● **EXERCISE BRIEF**
Search the entries below for the word "DIXON" and copy every line where it appears.

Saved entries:
+-------+
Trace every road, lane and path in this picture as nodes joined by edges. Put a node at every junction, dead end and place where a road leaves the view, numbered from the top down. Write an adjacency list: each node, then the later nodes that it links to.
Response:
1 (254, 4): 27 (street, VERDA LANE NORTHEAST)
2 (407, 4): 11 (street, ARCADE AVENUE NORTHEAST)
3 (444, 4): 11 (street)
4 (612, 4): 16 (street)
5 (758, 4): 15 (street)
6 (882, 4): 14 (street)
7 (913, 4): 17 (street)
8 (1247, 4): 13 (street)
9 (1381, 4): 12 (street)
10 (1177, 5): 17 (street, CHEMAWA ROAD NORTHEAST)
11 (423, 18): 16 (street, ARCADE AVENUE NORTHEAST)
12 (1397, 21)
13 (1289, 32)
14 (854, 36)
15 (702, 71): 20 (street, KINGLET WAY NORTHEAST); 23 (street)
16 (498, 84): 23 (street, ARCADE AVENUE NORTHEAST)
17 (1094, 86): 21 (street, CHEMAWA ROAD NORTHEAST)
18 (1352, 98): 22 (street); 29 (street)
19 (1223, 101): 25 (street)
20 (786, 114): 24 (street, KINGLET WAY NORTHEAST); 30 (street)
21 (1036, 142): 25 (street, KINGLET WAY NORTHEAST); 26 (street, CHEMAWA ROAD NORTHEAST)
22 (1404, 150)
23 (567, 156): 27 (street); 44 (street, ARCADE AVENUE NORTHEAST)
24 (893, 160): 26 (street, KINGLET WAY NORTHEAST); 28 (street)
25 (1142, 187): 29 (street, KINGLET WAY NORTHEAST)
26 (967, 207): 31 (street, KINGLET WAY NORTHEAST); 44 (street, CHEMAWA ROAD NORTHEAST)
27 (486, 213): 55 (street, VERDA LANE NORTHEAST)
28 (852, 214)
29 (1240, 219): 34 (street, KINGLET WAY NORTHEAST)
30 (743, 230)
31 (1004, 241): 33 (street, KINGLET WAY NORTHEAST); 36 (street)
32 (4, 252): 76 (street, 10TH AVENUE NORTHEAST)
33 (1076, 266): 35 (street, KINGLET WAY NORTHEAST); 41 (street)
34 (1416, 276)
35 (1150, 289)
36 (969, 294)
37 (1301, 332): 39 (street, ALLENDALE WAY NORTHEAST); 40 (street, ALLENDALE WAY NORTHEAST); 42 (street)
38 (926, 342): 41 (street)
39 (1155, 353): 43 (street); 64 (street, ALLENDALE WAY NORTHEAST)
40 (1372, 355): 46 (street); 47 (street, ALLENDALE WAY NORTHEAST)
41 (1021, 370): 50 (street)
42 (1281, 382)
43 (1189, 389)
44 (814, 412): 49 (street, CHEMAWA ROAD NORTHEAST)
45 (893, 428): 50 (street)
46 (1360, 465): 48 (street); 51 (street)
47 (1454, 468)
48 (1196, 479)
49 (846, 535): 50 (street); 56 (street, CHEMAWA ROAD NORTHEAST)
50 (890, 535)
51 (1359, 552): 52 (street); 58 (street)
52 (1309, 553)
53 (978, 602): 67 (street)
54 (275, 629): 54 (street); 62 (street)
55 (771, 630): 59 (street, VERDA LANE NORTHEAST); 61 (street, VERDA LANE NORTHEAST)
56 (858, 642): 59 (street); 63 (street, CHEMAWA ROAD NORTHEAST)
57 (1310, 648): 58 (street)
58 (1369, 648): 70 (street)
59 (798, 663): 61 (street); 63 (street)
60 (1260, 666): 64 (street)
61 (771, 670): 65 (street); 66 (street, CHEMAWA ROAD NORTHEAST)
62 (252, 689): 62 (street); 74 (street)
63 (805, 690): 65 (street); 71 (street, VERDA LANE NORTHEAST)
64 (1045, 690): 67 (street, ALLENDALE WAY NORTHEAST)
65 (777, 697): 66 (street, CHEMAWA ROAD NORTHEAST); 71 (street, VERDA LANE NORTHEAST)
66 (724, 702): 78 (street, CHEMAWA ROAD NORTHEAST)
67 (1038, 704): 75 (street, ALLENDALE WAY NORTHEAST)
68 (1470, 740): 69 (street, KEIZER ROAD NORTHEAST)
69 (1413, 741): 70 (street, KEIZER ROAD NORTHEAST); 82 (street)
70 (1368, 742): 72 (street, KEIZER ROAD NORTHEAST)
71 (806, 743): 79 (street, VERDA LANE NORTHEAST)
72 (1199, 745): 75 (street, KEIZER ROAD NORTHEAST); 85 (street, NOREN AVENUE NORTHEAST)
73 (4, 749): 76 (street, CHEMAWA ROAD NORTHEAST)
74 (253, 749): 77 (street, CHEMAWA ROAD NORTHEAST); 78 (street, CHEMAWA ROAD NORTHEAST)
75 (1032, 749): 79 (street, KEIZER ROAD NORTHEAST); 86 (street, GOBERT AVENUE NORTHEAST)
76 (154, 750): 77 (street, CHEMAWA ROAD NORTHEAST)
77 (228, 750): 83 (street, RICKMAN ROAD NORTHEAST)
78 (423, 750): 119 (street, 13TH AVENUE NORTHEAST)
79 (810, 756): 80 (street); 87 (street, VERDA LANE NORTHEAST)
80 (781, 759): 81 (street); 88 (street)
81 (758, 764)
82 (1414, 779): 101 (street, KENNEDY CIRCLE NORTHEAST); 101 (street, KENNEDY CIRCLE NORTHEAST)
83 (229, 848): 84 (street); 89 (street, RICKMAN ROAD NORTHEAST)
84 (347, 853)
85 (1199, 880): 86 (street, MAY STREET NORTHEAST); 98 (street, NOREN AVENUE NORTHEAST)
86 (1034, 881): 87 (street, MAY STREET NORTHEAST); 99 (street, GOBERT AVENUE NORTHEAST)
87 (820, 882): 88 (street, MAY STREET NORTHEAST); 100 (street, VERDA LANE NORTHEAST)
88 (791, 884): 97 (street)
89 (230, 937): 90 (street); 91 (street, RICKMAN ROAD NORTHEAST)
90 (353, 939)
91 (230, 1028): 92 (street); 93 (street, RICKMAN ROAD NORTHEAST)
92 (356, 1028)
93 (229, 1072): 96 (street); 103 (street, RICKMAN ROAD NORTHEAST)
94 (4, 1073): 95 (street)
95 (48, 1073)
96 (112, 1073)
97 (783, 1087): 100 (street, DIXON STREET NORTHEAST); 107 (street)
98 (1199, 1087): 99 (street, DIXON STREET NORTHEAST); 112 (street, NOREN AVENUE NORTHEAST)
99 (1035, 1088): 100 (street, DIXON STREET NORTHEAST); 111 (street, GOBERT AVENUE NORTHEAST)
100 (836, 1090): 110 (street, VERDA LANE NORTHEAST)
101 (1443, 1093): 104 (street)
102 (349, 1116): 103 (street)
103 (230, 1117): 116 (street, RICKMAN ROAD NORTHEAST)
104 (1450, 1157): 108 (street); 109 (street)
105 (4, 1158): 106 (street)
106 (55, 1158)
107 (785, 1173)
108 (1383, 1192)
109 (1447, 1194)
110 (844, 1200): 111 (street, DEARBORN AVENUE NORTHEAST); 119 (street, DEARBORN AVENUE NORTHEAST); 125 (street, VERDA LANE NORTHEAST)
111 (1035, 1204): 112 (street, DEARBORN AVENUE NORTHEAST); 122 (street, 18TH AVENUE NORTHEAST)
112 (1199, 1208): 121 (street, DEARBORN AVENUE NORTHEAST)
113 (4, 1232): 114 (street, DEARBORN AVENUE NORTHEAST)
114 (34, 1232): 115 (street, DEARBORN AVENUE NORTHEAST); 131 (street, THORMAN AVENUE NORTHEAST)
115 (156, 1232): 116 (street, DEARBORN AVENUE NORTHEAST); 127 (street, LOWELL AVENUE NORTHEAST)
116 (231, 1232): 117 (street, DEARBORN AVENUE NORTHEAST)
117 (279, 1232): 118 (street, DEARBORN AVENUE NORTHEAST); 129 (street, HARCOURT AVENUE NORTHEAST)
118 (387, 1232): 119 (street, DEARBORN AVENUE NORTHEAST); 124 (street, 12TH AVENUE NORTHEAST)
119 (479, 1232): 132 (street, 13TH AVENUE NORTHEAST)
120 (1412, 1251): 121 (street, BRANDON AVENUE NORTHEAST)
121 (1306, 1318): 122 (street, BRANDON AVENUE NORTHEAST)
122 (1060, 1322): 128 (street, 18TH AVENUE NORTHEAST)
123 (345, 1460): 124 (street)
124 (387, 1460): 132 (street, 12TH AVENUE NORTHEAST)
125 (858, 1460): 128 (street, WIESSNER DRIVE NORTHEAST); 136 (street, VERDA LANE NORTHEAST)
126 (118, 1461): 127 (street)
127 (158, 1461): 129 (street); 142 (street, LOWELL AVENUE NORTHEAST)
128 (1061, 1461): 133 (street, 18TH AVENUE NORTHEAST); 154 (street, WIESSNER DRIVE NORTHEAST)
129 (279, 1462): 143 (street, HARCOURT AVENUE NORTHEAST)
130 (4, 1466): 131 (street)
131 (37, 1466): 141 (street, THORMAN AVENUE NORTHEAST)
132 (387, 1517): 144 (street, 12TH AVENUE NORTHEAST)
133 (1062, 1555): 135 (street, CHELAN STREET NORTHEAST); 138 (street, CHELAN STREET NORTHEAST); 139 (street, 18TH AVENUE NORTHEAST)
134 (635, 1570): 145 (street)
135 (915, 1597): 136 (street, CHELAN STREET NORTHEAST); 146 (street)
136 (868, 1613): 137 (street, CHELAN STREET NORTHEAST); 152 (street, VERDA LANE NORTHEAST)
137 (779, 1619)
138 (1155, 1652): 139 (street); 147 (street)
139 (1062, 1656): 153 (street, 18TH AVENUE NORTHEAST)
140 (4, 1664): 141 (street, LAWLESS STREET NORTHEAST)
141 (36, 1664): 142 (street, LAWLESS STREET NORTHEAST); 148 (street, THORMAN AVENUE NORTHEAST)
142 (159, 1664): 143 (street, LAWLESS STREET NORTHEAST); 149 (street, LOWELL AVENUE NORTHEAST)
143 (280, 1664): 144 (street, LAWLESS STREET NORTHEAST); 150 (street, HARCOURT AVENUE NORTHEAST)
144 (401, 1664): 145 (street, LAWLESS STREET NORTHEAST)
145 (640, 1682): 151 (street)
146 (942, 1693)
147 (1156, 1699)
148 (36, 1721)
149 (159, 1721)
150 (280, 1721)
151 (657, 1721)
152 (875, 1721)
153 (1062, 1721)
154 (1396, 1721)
+-------+
● **RESPONSE AREA**
97 (783, 1087): 100 (street, DIXON STREET NORTHEAST); 107 (street)
98 (1199, 1087): 99 (street, DIXON STREET NORTHEAST); 112 (street, NOREN AVENUE NORTHEAST)
99 (1035, 1088): 100 (street, DIXON STREET NORTHEAST); 111 (street, GOBERT AVENUE NORTHEAST)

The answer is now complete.